Activity: Would you please restate every record exactly as written?

Material provided:
-*-

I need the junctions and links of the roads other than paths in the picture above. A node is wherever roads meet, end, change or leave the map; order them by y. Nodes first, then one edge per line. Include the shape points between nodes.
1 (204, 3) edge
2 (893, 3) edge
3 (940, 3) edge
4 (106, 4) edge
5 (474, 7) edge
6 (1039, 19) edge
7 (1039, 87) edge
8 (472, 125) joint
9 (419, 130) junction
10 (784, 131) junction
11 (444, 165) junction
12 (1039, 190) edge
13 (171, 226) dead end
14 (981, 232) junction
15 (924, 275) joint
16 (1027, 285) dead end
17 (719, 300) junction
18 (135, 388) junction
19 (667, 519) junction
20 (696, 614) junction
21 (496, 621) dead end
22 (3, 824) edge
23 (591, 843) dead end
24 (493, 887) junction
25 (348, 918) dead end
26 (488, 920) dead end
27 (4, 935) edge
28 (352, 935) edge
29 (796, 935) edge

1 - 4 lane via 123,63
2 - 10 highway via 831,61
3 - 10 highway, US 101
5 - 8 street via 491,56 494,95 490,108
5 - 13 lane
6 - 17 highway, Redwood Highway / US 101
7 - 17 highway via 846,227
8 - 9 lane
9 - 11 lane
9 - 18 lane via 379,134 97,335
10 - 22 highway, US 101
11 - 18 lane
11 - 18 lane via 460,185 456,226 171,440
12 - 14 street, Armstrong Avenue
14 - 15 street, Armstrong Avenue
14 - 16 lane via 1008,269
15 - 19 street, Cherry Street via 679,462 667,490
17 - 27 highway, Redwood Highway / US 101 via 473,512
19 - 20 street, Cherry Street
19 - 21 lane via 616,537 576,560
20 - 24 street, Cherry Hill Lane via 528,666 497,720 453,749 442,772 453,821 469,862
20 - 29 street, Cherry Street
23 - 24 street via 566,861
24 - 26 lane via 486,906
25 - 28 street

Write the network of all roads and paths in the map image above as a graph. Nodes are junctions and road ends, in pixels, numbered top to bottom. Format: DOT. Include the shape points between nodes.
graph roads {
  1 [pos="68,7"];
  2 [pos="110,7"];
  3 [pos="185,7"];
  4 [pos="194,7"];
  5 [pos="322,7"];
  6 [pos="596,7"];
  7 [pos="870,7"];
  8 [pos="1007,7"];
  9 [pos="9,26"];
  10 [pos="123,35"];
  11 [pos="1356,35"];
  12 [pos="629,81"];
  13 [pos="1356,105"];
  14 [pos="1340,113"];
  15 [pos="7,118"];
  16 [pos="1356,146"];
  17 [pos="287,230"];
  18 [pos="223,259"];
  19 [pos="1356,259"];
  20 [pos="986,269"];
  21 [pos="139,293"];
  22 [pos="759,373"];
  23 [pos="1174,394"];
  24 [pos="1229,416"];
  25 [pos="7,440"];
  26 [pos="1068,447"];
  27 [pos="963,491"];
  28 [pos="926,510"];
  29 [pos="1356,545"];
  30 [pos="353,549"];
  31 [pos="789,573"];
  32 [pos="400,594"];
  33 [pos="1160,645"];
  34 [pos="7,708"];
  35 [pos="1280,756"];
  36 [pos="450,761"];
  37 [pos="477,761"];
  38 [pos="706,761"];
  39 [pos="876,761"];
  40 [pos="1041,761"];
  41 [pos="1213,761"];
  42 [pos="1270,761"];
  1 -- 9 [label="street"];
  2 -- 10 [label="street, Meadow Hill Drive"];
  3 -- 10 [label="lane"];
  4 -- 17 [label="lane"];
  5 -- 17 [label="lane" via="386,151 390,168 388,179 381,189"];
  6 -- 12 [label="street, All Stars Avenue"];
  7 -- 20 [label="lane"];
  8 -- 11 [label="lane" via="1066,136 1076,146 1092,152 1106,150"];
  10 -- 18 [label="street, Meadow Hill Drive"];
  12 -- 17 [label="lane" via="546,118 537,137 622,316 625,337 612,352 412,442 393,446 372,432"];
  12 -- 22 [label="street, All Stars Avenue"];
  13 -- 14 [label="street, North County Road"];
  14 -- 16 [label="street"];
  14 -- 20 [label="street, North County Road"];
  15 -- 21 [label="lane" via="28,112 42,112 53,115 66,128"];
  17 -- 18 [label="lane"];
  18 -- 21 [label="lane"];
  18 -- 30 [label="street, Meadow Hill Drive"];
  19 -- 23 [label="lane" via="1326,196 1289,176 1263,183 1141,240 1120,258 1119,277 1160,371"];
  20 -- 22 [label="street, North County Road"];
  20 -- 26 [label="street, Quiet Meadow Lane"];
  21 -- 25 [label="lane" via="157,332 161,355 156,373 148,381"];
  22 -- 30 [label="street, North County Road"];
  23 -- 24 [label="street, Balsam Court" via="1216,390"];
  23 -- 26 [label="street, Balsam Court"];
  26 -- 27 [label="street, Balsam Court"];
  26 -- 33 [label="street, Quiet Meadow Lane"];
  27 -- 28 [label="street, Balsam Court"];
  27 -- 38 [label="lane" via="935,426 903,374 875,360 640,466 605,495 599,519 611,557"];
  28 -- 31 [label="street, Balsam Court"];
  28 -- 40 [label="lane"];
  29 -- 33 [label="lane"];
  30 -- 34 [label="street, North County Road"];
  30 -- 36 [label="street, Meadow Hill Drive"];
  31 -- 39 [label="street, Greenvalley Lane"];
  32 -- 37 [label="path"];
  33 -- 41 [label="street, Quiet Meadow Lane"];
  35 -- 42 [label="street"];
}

-*-

Expected answer:
I need the junctions and links of the roads other than paths in the picture above. A node is wherever roads meet, end, change or leave the map; order them by y. Nodes first, then one edge per line. Include the shape points between nodes.
1 (204, 3) edge
2 (893, 3) edge
3 (940, 3) edge
4 (106, 4) edge
5 (474, 7) edge
6 (1039, 19) edge
7 (1039, 87) edge
8 (472, 125) joint
9 (419, 130) junction
10 (784, 131) junction
11 (444, 165) junction
12 (1039, 190) edge
13 (171, 226) dead end
14 (981, 232) junction
15 (924, 275) joint
16 (1027, 285) dead end
17 (719, 300) junction
18 (135, 388) junction
19 (667, 519) junction
20 (696, 614) junction
21 (496, 621) dead end
22 (3, 824) edge
23 (591, 843) dead end
24 (493, 887) junction
25 (348, 918) dead end
26 (488, 920) dead end
27 (4, 935) edge
28 (352, 935) edge
29 (796, 935) edge

1 - 4 lane via 123,63
2 - 10 highway via 831,61
3 - 10 highway, US 101
5 - 8 street via 491,56 494,95 490,108
5 - 13 lane
6 - 17 highway, Redwood Highway / US 101
7 - 17 highway via 846,227
8 - 9 lane
9 - 11 lane
9 - 18 lane via 379,134 97,335
10 - 22 highway, US 101
11 - 18 lane
11 - 18 lane via 460,185 456,226 171,440
12 - 14 street, Armstrong Avenue
14 - 15 street, Armstrong Avenue
14 - 16 lane via 1008,269
15 - 19 street, Cherry Street via 679,462 667,490
17 - 27 highway, Redwood Highway / US 101 via 473,512
19 - 20 street, Cherry Street
19 - 21 lane via 616,537 576,560
20 - 24 street, Cherry Hill Lane via 528,666 497,720 453,749 442,772 453,821 469,862
20 - 29 street, Cherry Street
23 - 24 street via 566,861
24 - 26 lane via 486,906
25 - 28 street

Write the network of all roads and paths in the map image above as a graph. Nodes are junctions and road ends, in pixels, numbered top to bottom. Format: DOT. Include the shape points between nodes.
graph roads {
  1 [pos="68,7"];
  2 [pos="110,7"];
  3 [pos="185,7"];
  4 [pos="194,7"];
  5 [pos="322,7"];
  6 [pos="596,7"];
  7 [pos="870,7"];
  8 [pos="1007,7"];
  9 [pos="9,26"];
  10 [pos="123,35"];
  11 [pos="1356,35"];
  12 [pos="629,81"];
  13 [pos="1356,105"];
  14 [pos="1340,113"];
  15 [pos="7,118"];
  16 [pos="1356,146"];
  17 [pos="287,230"];
  18 [pos="223,259"];
  19 [pos="1356,259"];
  20 [pos="986,269"];
  21 [pos="139,293"];
  22 [pos="759,373"];
  23 [pos="1174,394"];
  24 [pos="1229,416"];
  25 [pos="7,440"];
  26 [pos="1068,447"];
  27 [pos="963,491"];
  28 [pos="926,510"];
  29 [pos="1356,545"];
  30 [pos="353,549"];
  31 [pos="789,573"];
  32 [pos="400,594"];
  33 [pos="1160,645"];
  34 [pos="7,708"];
  35 [pos="1280,756"];
  36 [pos="450,761"];
  37 [pos="477,761"];
  38 [pos="706,761"];
  39 [pos="876,761"];
  40 [pos="1041,761"];
  41 [pos="1213,761"];
  42 [pos="1270,761"];
  1 -- 9 [label="street"];
  2 -- 10 [label="street, Meadow Hill Drive"];
  3 -- 10 [label="lane"];
  4 -- 17 [label="lane"];
  5 -- 17 [label="lane" via="386,151 390,168 388,179 381,189"];
  6 -- 12 [label="street, All Stars Avenue"];
  7 -- 20 [label="lane"];
  8 -- 11 [label="lane" via="1066,136 1076,146 1092,152 1106,150"];
  10 -- 18 [label="street, Meadow Hill Drive"];
  12 -- 17 [label="lane" via="546,118 537,137 622,316 625,337 612,352 412,442 393,446 372,432"];
  12 -- 22 [label="street, All Stars Avenue"];
  13 -- 14 [label="street, North County Road"];
  14 -- 16 [label="street"];
  14 -- 20 [label="street, North County Road"];
  15 -- 21 [label="lane" via="28,112 42,112 53,115 66,128"];
  17 -- 18 [label="lane"];
  18 -- 21 [label="lane"];
  18 -- 30 [label="street, Meadow Hill Drive"];
  19 -- 23 [label="lane" via="1326,196 1289,176 1263,183 1141,240 1120,258 1119,277 1160,371"];
  20 -- 22 [label="street, North County Road"];
  20 -- 26 [label="street, Quiet Meadow Lane"];
  21 -- 25 [label="lane" via="157,332 161,355 156,373 148,381"];
  22 -- 30 [label="street, North County Road"];
  23 -- 24 [label="street, Balsam Court" via="1216,390"];
  23 -- 26 [label="street, Balsam Court"];
  26 -- 27 [label="street, Balsam Court"];
  26 -- 33 [label="street, Quiet Meadow Lane"];
  27 -- 28 [label="street, Balsam Court"];
  27 -- 38 [label="lane" via="935,426 903,374 875,360 640,466 605,495 599,519 611,557"];
  28 -- 31 [label="street, Balsam Court"];
  28 -- 40 [label="lane"];
  29 -- 33 [label="lane"];
  30 -- 34 [label="street, North County Road"];
  30 -- 36 [label="street, Meadow Hill Drive"];
  31 -- 39 [label="street, Greenvalley Lane"];
  32 -- 37 [label="path"];
  33 -- 41 [label="street, Quiet Meadow Lane"];
  35 -- 42 [label="street"];
}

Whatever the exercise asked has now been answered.